A U Larkman 1, J J Jack 1, K J Stratford 1
PMCID: PMC1160077  PMID: 9423186

Abstract

1. We have performed a detailed quantal analysis of excitatory postsynaptic potentials (EPSPs) evoked by minimal extracellular stimulation in the CA1 region of slices of adult rat hippocampus maintained in vitro. 2. EPSPs were evoked at 2-5 Hz, and the eight that were analysed all showed at least a 50% depression of mean peak amplitude during recording. 3. EPSP amplitude fluctuations were analysed by three methods: the use of amplitude frequency histograms with clear and reliable peaks where available, graphs of the EPSP (coefficient of variation)-2 against EPSP mean, and analysis of EPSP mean and standard deviation assuming simple binomial statistics with the number of release sites (N) kept constant but the quantal size (Q) and the release probability (Pr) allowed to vary over time. 4. The results of the three analysis procedures were in good agreement. Seven EPSPs showed a substantial reduction in the mean number of quanta released per trial, and in three cases this was the predominant mechanism of the depression. Five EPSPs showed a substantial decrease in Q. Values for N ranged between 3 and 18, with a median of 6; Pr ranged between 0.14 and 0.81 and Q between 66 and 275 microV. 5. We used the Q estimates from the binomial method to correct the recorded EPSP amplitudes for changes in quantal size over time. For seven out of the eight EPSPs, this rescaling procedure allowed histograms with clear peaks to be obtained from longer runs of data, or improved the sharpness of the peaks in histograms from all the recorded data. The improvement in peak sharpness was assessed using an autocorrelation-based method. The correction was much less successful if the Q estimates were obtained with a variant of the binomial method in which Pr was held constant and N was allowed to vary. 6. The only simple explanation for the success of the correction procedure is that changes in quantal size were a major factor in obscuring peaks in histograms based on large numbers of trials, and that the quantal size estimates from the binomial method with N held constant were reasonably accurate. 7. We conclude that transmission at these synapses was quantal with relatively low quantal variance, but repetitive stimulation often induced substantial changes in the quantal parameters that might prevent the success of conventional quantal analysis approaches.

Full text

PDF

Selected References

These references are in PubMed. This may not be the complete list of references from this article.
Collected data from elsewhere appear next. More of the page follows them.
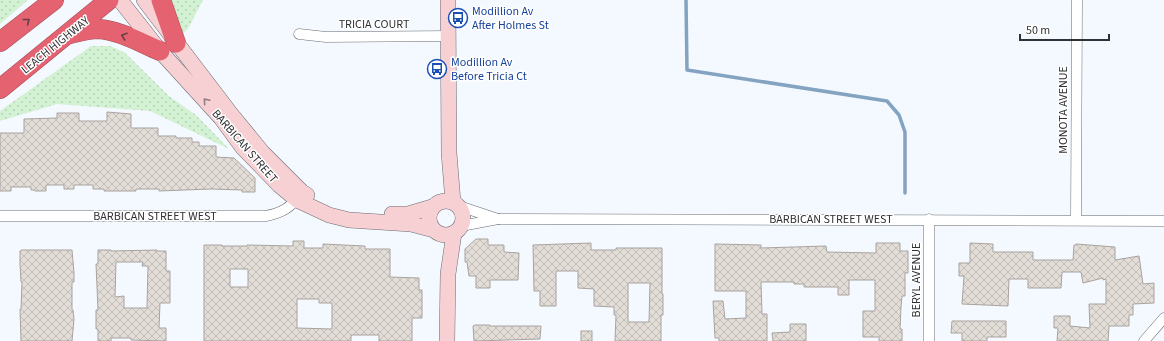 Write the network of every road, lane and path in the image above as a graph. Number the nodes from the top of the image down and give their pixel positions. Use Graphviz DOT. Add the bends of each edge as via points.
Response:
graph roads {
  1 [pos="109,0"];
  2 [pos="120,0"];
  3 [pos="144,0"];
  4 [pos="161,0"];
  5 [pos="448,0"];
  6 [pos="1077,0"];
  7 [pos="49,2"];
  8 [pos="299,34"];
  9 [pos="67,35"];
  10 [pos="449,36"];
  11 [pos="0,42"];
  12 [pos="168,47"];
  13 [pos="0,89"];
  14 [pos="299,196"];
  15 [pos="446,204"];
  16 [pos="0,216"];
  17 [pos="498,218"];
  18 [pos="929,220"];
  19 [pos="1076,220"];
  20 [pos="1164,221"];
  21 [pos="447,230"];
  22 [pos="1164,318"];
  23 [pos="447,341"];
  24 [pos="929,341"];
  25 [pos="1144,341"];
  1 -- 9 [label="highway, LEACH HIGHWAY"];
  2 -- 12 [label="street, BARBICAN STREET"];
  3 -- 12 [label="street, BARBICAN STREET"];
  4 -- 12 [label="highway"];
  5 -- 10 [label="street"];
  6 -- 19 [label="street, MONOTA AVENUE"];
  11 -- 7 [label="highway, one-way"];
  8 -- 10 [label="street, TRICIA COURT" via="326,37"];
  12 -- 9 [label="highway, one-way" via="99,29"];
  9 -- 13 [label="highway, LEACH HIGHWAY"];
  10 -- 15 [label="street" via="449,153"];
  12 -- 14 [label="street, BARBICAN STREET"];
  14 -- 15 [label="street, BARBICAN STREET" via="339,209 363,213 408,214"];
  14 -- 16 [label="street, BARBICAN STREET WEST" via="286,210 266,216"];
  14 -- 21 [label="street, BARBICAN STREET" via="329,215 350,220 411,224"];
  15 -- 17 [label="street, BARBICAN STREET WEST" via="473,209"];
  15 -- 21 [label="street" via="463,215"];
  15 -- 21 [label="street" via="429,216 431,226"];
  17 -- 18 [label="street, BARBICAN STREET WEST"];
  17 -- 21 [label="street, BARBICAN STREET WEST"];
  18 -- 19 [label="street, BARBICAN STREET WEST"];
  18 -- 24 [label="street, BERYL AVENUE"];
  19 -- 20 [label="street, BARBICAN STREET WEST"];
  21 -- 23 [label="street"];
  22 -- 25 [label="street"];
} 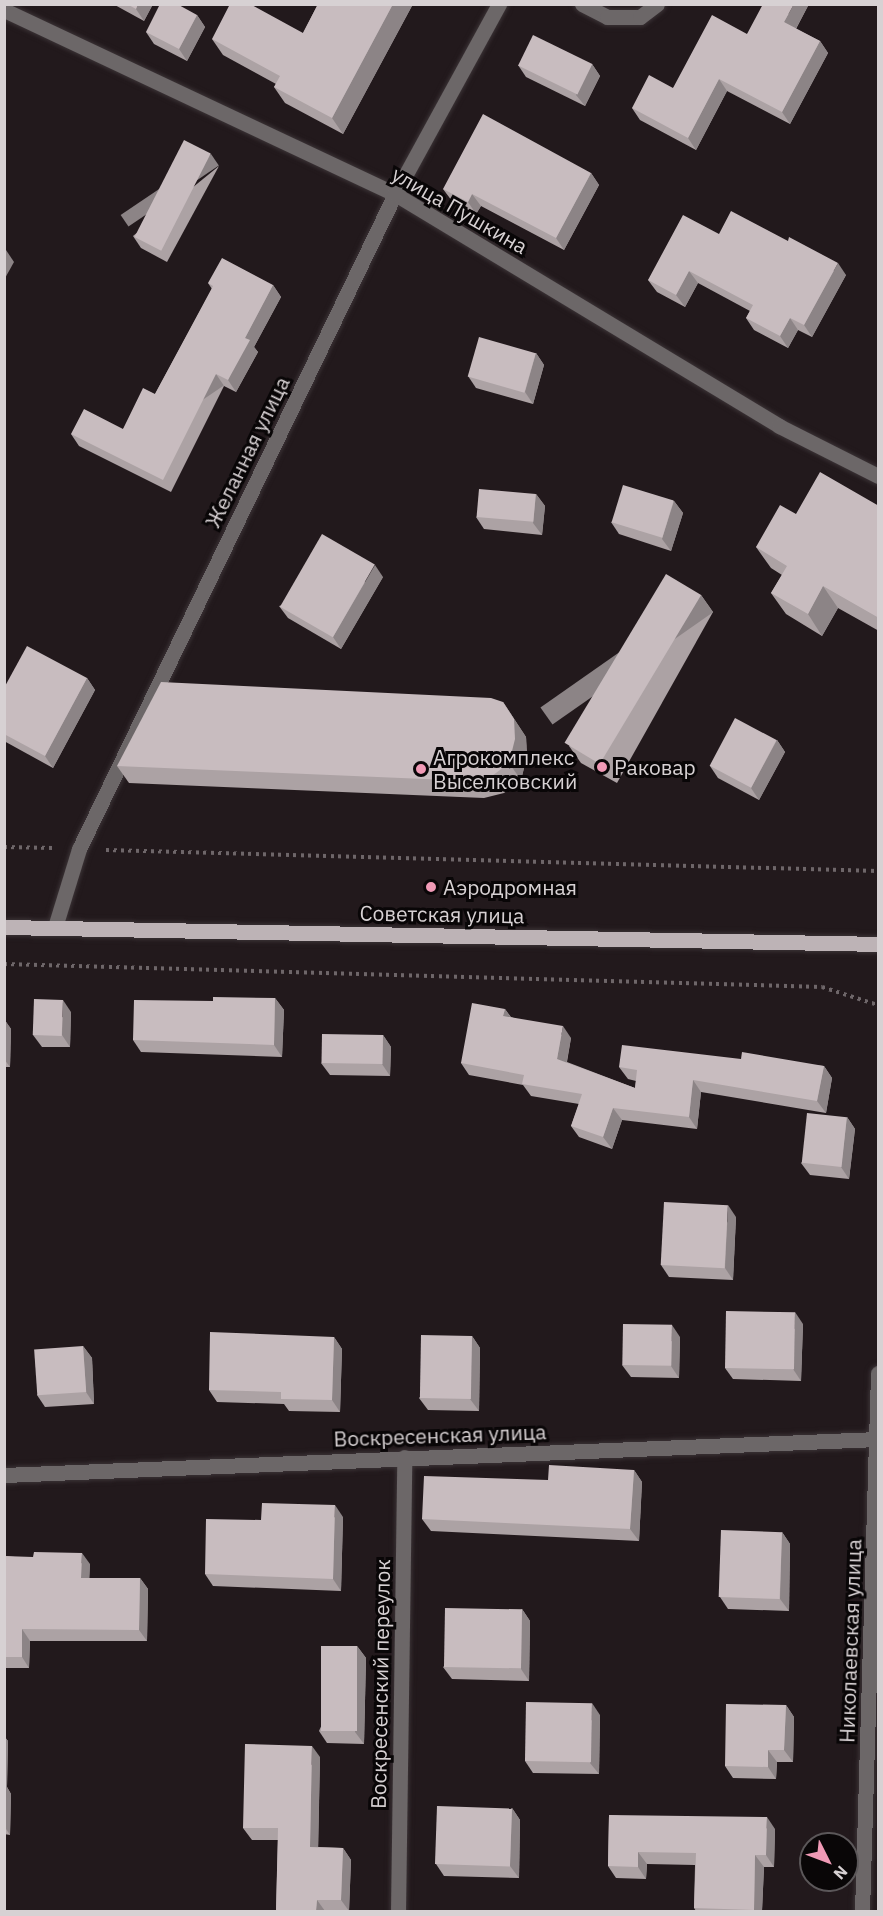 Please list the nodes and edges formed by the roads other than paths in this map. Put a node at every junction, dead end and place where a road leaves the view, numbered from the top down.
1 (499, 4) edge
2 (582, 4) edge
3 (657, 4) edge
4 (4, 10) edge
5 (395, 194) junction
6 (879, 476) edge
7 (4, 927) edge
8 (55, 927) junction
9 (879, 944) edge
10 (879, 1372) edge
11 (877, 1439) junction
12 (404, 1457) junction
13 (4, 1475) edge
14 (398, 1911) edge
15 (862, 1911) edge

1 - 5 street, Желанная улица
2 - 3 street
4 - 5 street, улица Пушкина
5 - 6 street, улица Пушкина
5 - 8 street, Желанная улица
7 - 8 main road, Советская улица
8 - 9 main road, Советская улица
10 - 11 street, Николаевская улица
11 - 12 street, Воскресенская улица
11 - 15 street, Николаевская улица
12 - 13 street, Воскресенская улица
12 - 14 street, Воскресенский переулок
  1. Bekkers J. M., Stevens C. F. Presynaptic mechanism for long-term potentiation in the hippocampus. Nature. 1990 Aug 23;346(6286):724–729. doi: 10.1038/346724a0. [DOI] [PubMed] [Google Scholar]
  2. Bekkers J. M., Stevens C. F. Quantal analysis of EPSCs recorded from small numbers of synapses in hippocampal cultures. J Neurophysiol. 1995 Mar;73(3):1145–1156. doi: 10.1152/jn.1995.73.3.1145. [DOI] [PubMed] [Google Scholar]
  3. Bolshakov V. Y., Siegelbaum S. A. Regulation of hippocampal transmitter release during development and long-term potentiation. Science. 1995 Sep 22;269(5231):1730–1734. doi: 10.1126/science.7569903. [DOI] [PubMed] [Google Scholar]
  4. Clements J. Quantal synaptic transmission? Nature. 1991 Oct 3;353(6343):396–396. doi: 10.1038/353396a0. [DOI] [PubMed] [Google Scholar]
  5. Colquhoun D., Jonas P., Sakmann B. Action of brief pulses of glutamate on AMPA/kainate receptors in patches from different neurones of rat hippocampal slices. J Physiol. 1992 Dec;458:261–287. doi: 10.1113/jphysiol.1992.sp019417. [DOI] [PMC free article] [PubMed] [Google Scholar]
  6. DEL CASTILLO J., KATZ B. Quantal components of the end-plate potential. J Physiol. 1954 Jun 28;124(3):560–573. doi: 10.1113/jphysiol.1954.sp005129. [DOI] [PMC free article] [PubMed] [Google Scholar]
  7. DEL CASTILLO J., KATZ B. Statistical factors involved in neuromuscular facilitation and depression. J Physiol. 1954 Jun 28;124(3):574–585. doi: 10.1113/jphysiol.1954.sp005130. [DOI] [PMC free article] [PubMed] [Google Scholar]
  8. Faber D. S., Korn H. Applicability of the coefficient of variation method for analyzing synaptic plasticity. Biophys J. 1991 Nov;60(5):1288–1294. doi: 10.1016/S0006-3495(91)82162-2. [DOI] [PMC free article] [PubMed] [Google Scholar]
  9. Hannay T., Larkman A., Stratford K., Jack J. A common rule governs the synaptic locus of both short-term and long-term potentiation. Curr Biol. 1993 Dec 1;3(12):832–841. doi: 10.1016/0960-9822(93)90217-c. [DOI] [PubMed] [Google Scholar]
  10. Hessler N. A., Shirke A. M., Malinow R. The probability of transmitter release at a mammalian central synapse. Nature. 1993 Dec 9;366(6455):569–572. doi: 10.1038/366569a0. [DOI] [PubMed] [Google Scholar]
  11. Jack J. J., Redman S. J., Wong K. The components of synaptic potentials evoked in cat spinal motoneurones by impulses in single group Ia afferents. J Physiol. 1981 Dec;321:65–96. doi: 10.1113/jphysiol.1981.sp013972. [DOI] [PMC free article] [PubMed] [Google Scholar]
  12. Korn H., Mallet A., Triller A., Faber D. S. Transmission at a central inhibitory synapse. II. Quantal description of release, with a physical correlate for binomial n. J Neurophysiol. 1982 Sep;48(3):679–707. doi: 10.1152/jn.1982.48.3.679. [DOI] [PubMed] [Google Scholar]
  13. Kullmann D. M. Applications of the expectation-maximization algorithm to quantal analysis of postsynaptic potentials. J Neurosci Methods. 1989 Dec;30(3):231–245. doi: 10.1016/0165-0270(89)90134-9. [DOI] [PubMed] [Google Scholar]
  14. Kullmann D. M., Nicoll R. A. Long-term potentiation is associated with increases in quantal content and quantal amplitude. Nature. 1992 May 21;357(6375):240–244. doi: 10.1038/357240a0. [DOI] [PubMed] [Google Scholar]
  15. Kullmann D. M. Quantal variability of excitatory transmission in the hippocampus: implications for the opening probability of fast glutamate-gated channels. Proc Biol Sci. 1993 Jul 22;253(1336):107–116. doi: 10.1098/rspb.1993.0088. [DOI] [PubMed] [Google Scholar]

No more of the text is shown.